Bref, il fallait s’accrocher pour espérer se connecter en soirée. L’apothéose semble avoir été atteinte lorsqu’une grande partie des abonnés a perdu son statut premium pendant plus de 48 heures. Un problème que Trion a eu bien du mal à résoudre. Les messages de clients mécontents commençant à prendre des proportions inquiétantes, l’éditeur s’est décidé à sortir l’artillerie lourde à grand renfort de support client supplémentaire et d’aide accrue des équipes d’XL Games. La situation semble néanmoins être rentrée dans l’ordre depuis la mise en place d’un filtre anti-bot plus puissant, des nouveaux serveurs et d’une mesure drastique mais nécessaire déconnectant automatiquement tout joueur inactif depuis quelques minutes. Victime de son propre mécanisme de régénération de points d’artisanat plus important en ligne que déconnecté (ce qui ne motive personne à sortir du jeu), les équipes de Trion ont dû passer une semaine assez stressante et mesurer la quantité de travail que peut engendrer la gestion d’un titre provenant d’un développeur tiers. Mais elles semblent tenir le bon bout maintenant.
Points forts
- Système sandbox riche, complexe et addictif
- Artisanat gargantuesque faisant vivre une économie gérée par les joueurs
- Housing complet
- Monde ouvert sans temps de chargement
- Parcourir les océans sur son propre bateau
- Un PvP au cœur du système de jeu
- Une grande combinaison de classes
- La justice laissée aux mains des joueurs
- Système original de progression des montures
- Un rendu graphique dans l'ensemble très agréable...
Points faibles
- ... mais inégal selon certaines zones ou textures
- Scénario anecdotique, quêtes ultra standards
- Système de combat trop classique
- Zones résidentielles saturées et impersonnelles
- Mode free-to-play restrictif
- Une création de personnage qui manque un peu d'options
ArcheAge débarque sur un marché 2014 du MMORPG saturé d’offres avec de solides arguments en sa faveur.
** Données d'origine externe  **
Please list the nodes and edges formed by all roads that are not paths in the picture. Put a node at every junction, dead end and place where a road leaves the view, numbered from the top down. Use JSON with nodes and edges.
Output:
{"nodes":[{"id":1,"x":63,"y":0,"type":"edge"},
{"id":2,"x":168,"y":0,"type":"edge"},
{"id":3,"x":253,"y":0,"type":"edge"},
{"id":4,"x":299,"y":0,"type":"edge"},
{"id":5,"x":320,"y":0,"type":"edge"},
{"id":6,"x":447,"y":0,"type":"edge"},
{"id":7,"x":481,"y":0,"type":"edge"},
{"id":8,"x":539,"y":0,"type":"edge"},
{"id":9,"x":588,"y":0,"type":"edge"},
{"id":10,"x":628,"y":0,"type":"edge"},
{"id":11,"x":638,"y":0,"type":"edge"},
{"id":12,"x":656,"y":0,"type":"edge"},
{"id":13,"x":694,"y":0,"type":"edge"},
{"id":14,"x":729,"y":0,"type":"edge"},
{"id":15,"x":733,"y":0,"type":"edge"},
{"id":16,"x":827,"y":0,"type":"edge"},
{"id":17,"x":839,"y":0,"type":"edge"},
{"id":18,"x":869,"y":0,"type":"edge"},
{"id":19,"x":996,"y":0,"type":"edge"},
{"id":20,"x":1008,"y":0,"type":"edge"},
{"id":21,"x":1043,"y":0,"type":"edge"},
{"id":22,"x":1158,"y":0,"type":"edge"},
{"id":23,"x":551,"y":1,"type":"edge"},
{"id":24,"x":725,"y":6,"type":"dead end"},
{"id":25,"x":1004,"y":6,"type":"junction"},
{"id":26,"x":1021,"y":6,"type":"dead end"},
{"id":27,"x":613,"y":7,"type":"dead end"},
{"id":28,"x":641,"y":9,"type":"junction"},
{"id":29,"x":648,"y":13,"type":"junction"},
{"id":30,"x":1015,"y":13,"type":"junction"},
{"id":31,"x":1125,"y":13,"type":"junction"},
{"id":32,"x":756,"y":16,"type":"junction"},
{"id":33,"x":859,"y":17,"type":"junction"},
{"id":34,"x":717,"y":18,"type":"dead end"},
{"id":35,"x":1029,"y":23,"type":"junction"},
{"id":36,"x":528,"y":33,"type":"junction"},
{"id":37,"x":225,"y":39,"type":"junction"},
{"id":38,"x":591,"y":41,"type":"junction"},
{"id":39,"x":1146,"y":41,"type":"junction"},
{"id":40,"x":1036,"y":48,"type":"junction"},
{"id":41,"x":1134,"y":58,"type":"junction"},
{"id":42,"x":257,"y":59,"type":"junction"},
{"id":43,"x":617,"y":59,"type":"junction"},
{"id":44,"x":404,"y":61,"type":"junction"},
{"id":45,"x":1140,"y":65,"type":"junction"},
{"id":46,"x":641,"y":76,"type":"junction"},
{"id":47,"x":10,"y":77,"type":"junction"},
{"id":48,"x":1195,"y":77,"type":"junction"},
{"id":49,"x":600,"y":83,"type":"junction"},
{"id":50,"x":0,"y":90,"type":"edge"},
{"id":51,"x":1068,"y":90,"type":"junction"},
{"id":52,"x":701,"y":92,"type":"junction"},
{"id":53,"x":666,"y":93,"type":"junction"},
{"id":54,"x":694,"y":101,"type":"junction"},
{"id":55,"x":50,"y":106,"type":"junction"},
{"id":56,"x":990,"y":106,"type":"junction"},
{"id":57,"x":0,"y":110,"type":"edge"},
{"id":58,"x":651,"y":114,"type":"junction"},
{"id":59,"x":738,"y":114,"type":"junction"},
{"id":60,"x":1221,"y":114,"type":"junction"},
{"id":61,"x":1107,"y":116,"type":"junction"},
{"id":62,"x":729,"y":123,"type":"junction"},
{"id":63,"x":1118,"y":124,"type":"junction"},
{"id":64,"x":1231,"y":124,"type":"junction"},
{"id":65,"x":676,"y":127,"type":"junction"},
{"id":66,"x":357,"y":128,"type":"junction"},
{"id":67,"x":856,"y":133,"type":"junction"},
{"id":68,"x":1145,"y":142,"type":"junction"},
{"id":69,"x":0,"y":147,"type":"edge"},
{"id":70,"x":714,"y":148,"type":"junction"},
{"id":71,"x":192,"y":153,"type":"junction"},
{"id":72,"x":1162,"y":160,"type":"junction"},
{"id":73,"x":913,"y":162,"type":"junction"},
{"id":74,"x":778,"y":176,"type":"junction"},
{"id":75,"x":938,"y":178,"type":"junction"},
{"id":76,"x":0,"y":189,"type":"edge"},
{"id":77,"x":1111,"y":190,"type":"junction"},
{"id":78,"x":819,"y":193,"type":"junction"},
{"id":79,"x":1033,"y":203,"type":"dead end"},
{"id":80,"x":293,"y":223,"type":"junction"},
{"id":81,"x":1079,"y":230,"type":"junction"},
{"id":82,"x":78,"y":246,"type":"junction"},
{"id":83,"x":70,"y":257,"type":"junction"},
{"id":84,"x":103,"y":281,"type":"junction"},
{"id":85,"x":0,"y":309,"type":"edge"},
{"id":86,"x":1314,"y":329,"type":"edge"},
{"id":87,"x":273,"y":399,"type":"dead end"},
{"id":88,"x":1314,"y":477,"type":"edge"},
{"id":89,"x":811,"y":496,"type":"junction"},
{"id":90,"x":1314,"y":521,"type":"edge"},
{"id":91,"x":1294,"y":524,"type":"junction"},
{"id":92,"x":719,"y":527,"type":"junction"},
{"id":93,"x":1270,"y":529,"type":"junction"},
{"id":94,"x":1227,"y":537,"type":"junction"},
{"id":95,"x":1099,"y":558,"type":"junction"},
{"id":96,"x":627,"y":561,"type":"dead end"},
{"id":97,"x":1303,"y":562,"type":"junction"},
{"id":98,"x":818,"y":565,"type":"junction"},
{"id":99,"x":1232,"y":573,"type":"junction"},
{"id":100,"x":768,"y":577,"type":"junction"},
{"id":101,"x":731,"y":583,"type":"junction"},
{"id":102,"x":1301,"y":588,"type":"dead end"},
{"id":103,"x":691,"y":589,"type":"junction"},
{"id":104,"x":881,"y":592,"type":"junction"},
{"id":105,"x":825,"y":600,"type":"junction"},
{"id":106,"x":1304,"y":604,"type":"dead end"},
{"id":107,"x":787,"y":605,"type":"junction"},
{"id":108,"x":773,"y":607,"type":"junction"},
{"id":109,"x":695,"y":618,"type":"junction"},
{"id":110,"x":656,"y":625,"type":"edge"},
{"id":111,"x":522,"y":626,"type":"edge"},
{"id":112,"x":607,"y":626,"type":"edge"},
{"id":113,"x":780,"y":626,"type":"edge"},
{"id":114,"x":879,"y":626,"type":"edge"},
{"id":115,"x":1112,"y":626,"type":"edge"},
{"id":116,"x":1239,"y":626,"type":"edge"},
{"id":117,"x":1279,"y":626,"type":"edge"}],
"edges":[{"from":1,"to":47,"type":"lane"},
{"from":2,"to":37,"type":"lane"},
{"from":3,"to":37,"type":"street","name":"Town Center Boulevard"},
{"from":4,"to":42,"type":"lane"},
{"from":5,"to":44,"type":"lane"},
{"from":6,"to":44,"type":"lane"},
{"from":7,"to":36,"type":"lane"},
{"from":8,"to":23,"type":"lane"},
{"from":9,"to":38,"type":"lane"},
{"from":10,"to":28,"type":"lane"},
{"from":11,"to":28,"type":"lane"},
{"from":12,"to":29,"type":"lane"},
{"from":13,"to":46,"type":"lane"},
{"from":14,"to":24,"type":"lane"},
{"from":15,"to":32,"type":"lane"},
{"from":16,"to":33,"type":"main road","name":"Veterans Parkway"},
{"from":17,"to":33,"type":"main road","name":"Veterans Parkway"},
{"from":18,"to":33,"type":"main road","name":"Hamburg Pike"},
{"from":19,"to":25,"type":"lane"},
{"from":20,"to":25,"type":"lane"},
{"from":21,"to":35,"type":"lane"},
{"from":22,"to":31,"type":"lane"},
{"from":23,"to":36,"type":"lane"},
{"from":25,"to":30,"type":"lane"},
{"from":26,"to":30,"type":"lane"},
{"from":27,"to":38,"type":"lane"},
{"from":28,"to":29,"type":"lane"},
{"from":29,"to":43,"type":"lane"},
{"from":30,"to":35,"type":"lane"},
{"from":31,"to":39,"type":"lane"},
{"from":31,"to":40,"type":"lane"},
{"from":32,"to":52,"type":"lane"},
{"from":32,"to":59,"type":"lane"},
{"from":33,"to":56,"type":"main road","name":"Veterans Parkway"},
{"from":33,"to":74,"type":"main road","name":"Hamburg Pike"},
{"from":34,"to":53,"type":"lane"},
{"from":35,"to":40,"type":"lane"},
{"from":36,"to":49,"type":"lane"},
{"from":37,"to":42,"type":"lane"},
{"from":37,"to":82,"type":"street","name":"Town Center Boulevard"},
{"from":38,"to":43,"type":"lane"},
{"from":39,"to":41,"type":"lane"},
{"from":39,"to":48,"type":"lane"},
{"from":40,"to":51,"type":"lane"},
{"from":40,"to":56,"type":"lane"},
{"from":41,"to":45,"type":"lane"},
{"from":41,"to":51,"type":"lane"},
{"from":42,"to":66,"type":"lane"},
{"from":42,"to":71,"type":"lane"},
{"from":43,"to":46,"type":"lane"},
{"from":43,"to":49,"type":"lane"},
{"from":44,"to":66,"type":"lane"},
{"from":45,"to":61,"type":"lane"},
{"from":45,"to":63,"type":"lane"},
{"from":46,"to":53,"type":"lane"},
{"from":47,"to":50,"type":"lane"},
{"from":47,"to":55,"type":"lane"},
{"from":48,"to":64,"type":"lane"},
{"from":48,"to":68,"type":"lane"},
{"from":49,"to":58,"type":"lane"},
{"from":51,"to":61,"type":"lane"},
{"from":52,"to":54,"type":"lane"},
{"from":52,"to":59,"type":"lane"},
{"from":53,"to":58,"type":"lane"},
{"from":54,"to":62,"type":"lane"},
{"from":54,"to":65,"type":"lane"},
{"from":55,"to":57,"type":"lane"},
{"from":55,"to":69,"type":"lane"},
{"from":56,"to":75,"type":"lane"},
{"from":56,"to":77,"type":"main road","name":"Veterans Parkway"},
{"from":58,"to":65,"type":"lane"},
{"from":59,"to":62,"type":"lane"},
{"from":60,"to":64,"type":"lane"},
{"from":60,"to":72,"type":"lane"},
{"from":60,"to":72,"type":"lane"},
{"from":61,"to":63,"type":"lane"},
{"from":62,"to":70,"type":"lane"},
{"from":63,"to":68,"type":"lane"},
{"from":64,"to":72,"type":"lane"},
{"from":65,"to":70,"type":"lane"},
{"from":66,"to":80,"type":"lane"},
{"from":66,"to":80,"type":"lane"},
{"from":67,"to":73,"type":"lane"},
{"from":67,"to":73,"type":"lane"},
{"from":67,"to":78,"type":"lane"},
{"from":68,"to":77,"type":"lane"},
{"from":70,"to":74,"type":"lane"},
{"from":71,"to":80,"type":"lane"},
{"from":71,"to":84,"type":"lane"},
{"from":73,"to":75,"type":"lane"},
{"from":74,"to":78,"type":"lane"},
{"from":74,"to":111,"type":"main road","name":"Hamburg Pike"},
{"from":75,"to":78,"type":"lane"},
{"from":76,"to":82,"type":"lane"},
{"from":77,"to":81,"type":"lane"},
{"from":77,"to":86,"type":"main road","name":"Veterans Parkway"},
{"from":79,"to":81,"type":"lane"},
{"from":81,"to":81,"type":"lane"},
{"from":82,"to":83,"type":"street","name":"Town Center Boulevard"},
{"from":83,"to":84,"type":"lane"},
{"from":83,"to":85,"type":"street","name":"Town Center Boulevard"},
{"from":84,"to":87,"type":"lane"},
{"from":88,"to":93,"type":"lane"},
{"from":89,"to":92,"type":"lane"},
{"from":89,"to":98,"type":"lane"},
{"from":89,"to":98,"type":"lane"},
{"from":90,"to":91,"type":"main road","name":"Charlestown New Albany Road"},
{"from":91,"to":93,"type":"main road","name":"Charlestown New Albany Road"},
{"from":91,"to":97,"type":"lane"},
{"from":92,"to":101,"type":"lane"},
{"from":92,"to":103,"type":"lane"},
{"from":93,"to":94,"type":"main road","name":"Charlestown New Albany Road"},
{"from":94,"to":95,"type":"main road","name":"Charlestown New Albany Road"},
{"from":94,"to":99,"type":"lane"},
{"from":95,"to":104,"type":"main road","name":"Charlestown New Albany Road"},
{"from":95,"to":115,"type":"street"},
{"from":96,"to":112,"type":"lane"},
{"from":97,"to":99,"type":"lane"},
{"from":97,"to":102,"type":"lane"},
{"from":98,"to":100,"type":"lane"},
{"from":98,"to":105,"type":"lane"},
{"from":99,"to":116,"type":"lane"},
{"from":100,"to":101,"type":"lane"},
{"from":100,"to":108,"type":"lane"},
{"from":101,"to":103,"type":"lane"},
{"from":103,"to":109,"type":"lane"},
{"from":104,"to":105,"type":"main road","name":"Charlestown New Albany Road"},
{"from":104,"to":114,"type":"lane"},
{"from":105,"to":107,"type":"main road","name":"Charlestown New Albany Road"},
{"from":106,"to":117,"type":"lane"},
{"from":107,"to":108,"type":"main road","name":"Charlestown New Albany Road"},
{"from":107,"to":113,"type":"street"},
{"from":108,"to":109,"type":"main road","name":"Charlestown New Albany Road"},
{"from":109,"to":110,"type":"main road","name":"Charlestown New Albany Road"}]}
S'il n’usurpe pas son étiquette sandbox, il contient toutefois de nombreuses composantes themepark classiques à même de faire grincer des dents les joueurs n’y voyant qu’un simple passe-temps ponctuel. Car le MMO édité par Trion ne dévoilera son véritable potentiel qu’aux joueurs investis et motivés par le fait de participer activement à la vie économique des serveurs. Doté d’un système d’artisanat d’une très grande richesse et d’un gameplay fortement orienté vers le PvP, ArcheAge fera le bonheur des structures organisées voyant en lui une fantastique page vierge à remplir grâce à leurs efforts combinés. Reste maintenant à voir si Trion assouplira quelque peu les restrictions de son mode free-to-play qui, en l’état, prive les joueurs gratuits de ce qui fait le charme de ce sandbox audacieux et réussi.